• [EXERCISE REQUIREMENTS] Leave the pictures out. Return the rest of the listing below exactly.

____ PROVIDED RECORDS

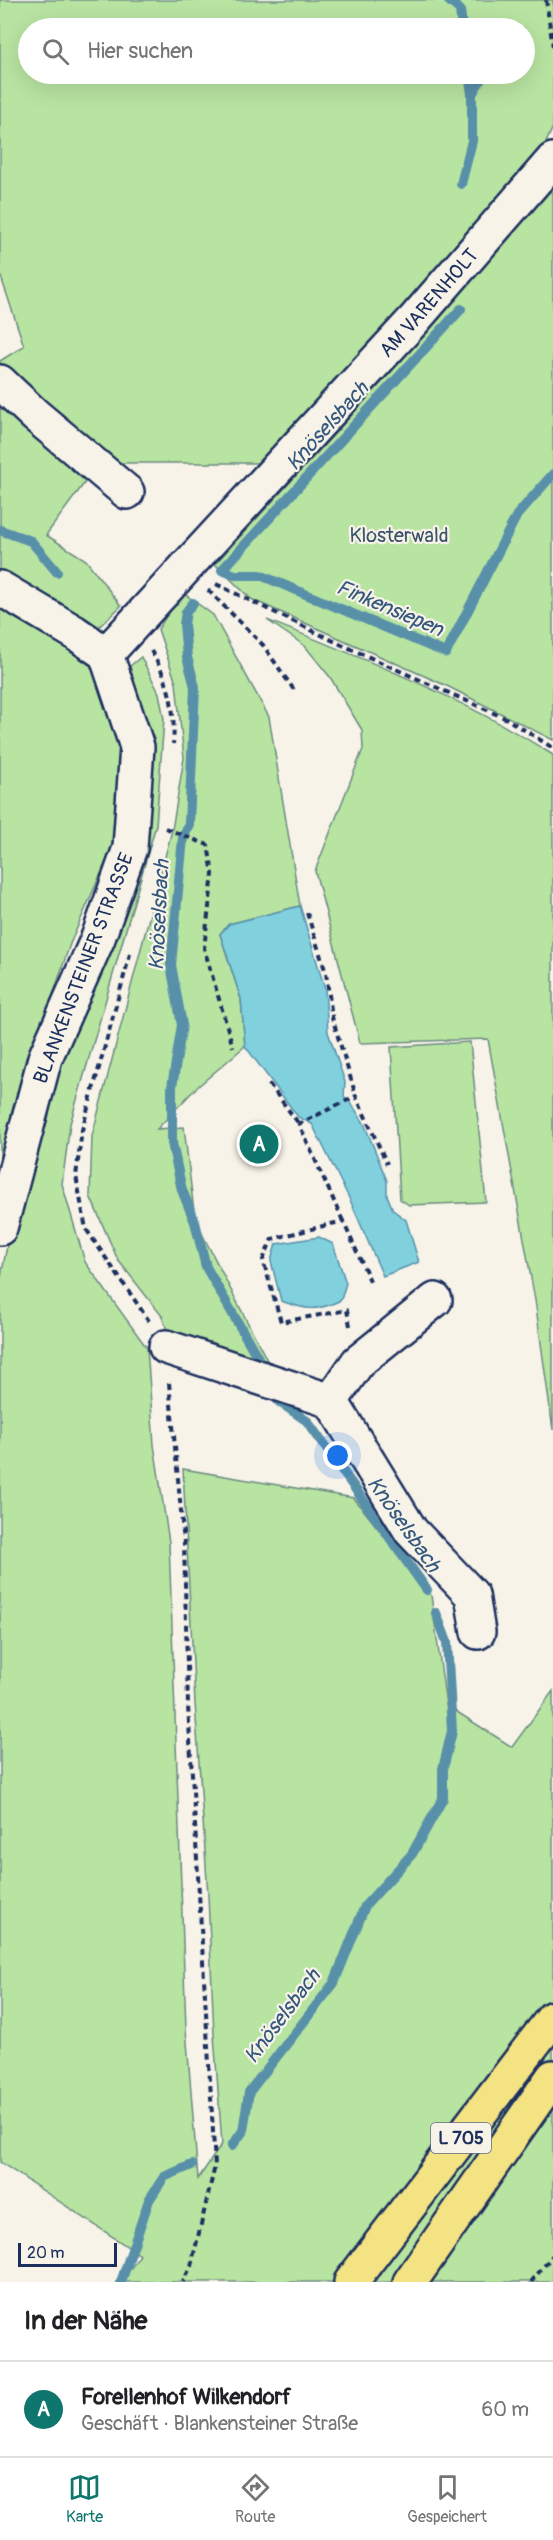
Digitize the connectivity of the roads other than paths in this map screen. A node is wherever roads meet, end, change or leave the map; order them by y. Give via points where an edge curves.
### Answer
1 (553, 160) edge
2 (0, 382) edge
3 (127, 492) dead end
4 (0, 588) edge
5 (106, 654) junction
6 (0, 1228) edge
7 (435, 1300) dead end
8 (166, 1347) road end
9 (332, 1401) junction
10 (478, 1632) dead end
11 (553, 2018) edge
12 (553, 2077) edge
13 (351, 2282) edge
14 (410, 2282) edge

1 - 5 street, AM VARENHOLT via 414,320
2 - 3 street
4 - 5 street
5 - 6 street, BLANKENSTEINER STRASSE via 137,747 130,848 98,938 45,1058
7 - 9 street via 358,1362
8 - 9 street
9 - 10 street via 411,1531 472,1595
11 - 13 main road, L 705
12 - 14 main road, L 705

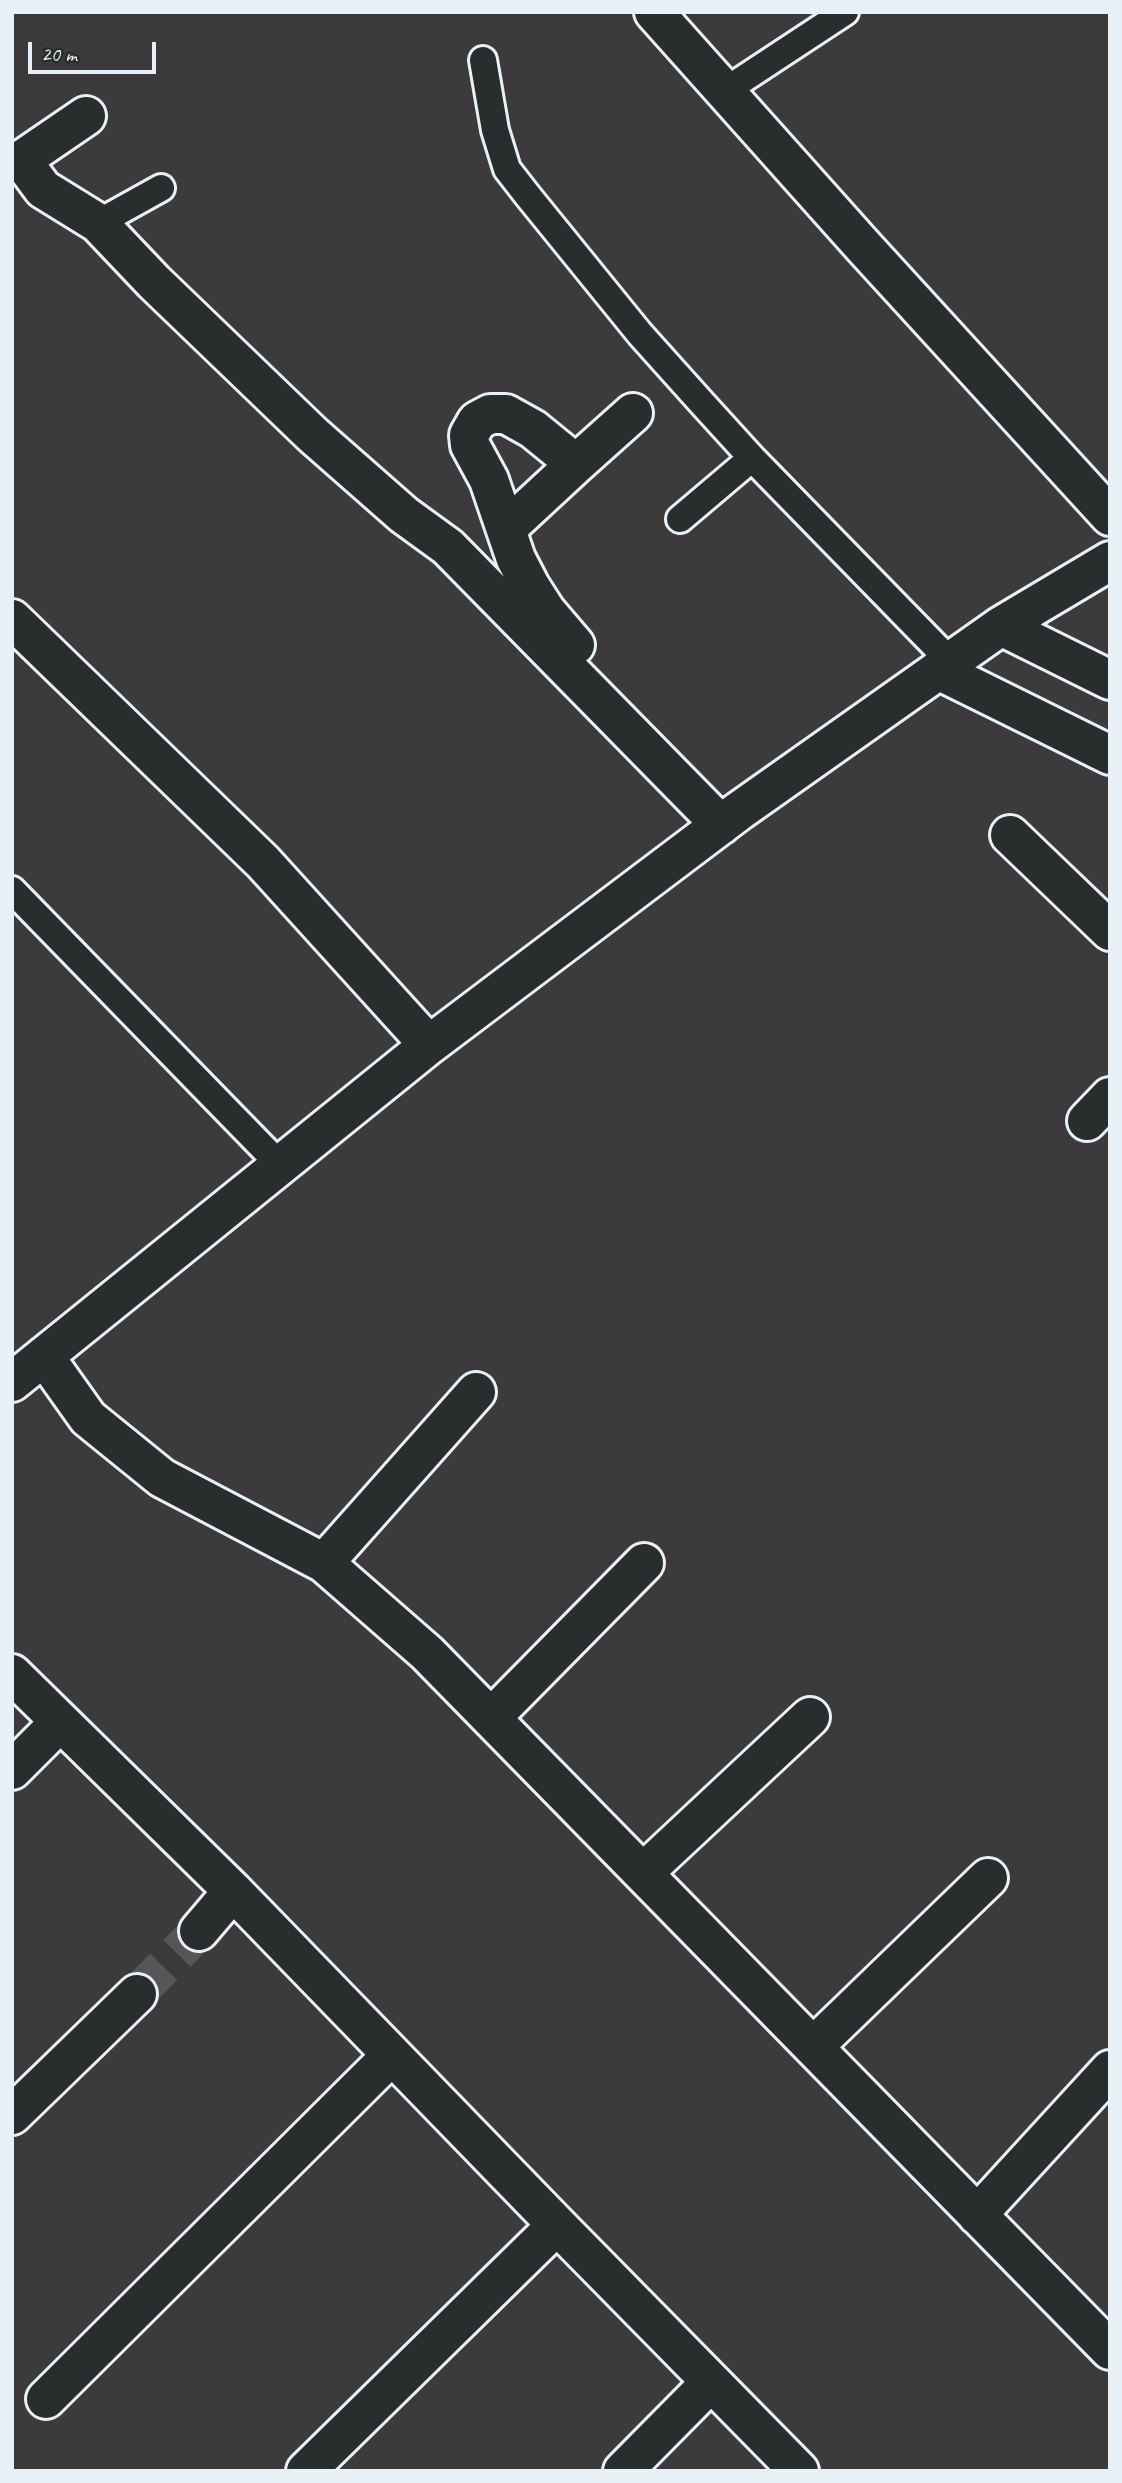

________

• [OUTPUT FOR THIS EXERCISE]
Digitize the connectivity of the roads other than paths in this map screen. A node is wherever roads meet, end, change or leave the map; order them by y. Give via points where an edge curves.
### Answer
1 (553, 160) edge
2 (0, 382) edge
3 (127, 492) dead end
4 (0, 588) edge
5 (106, 654) junction
6 (0, 1228) edge
7 (435, 1300) dead end
8 (166, 1347) road end
9 (332, 1401) junction
10 (478, 1632) dead end
11 (553, 2018) edge
12 (553, 2077) edge
13 (351, 2282) edge
14 (410, 2282) edge

1 - 5 street, AM VARENHOLT via 414,320
2 - 3 street
4 - 5 street
5 - 6 street, BLANKENSTEINER STRASSE via 137,747 130,848 98,938 45,1058
7 - 9 street via 358,1362
8 - 9 street
9 - 10 street via 411,1531 472,1595
11 - 13 main road, L 705
12 - 14 main road, L 705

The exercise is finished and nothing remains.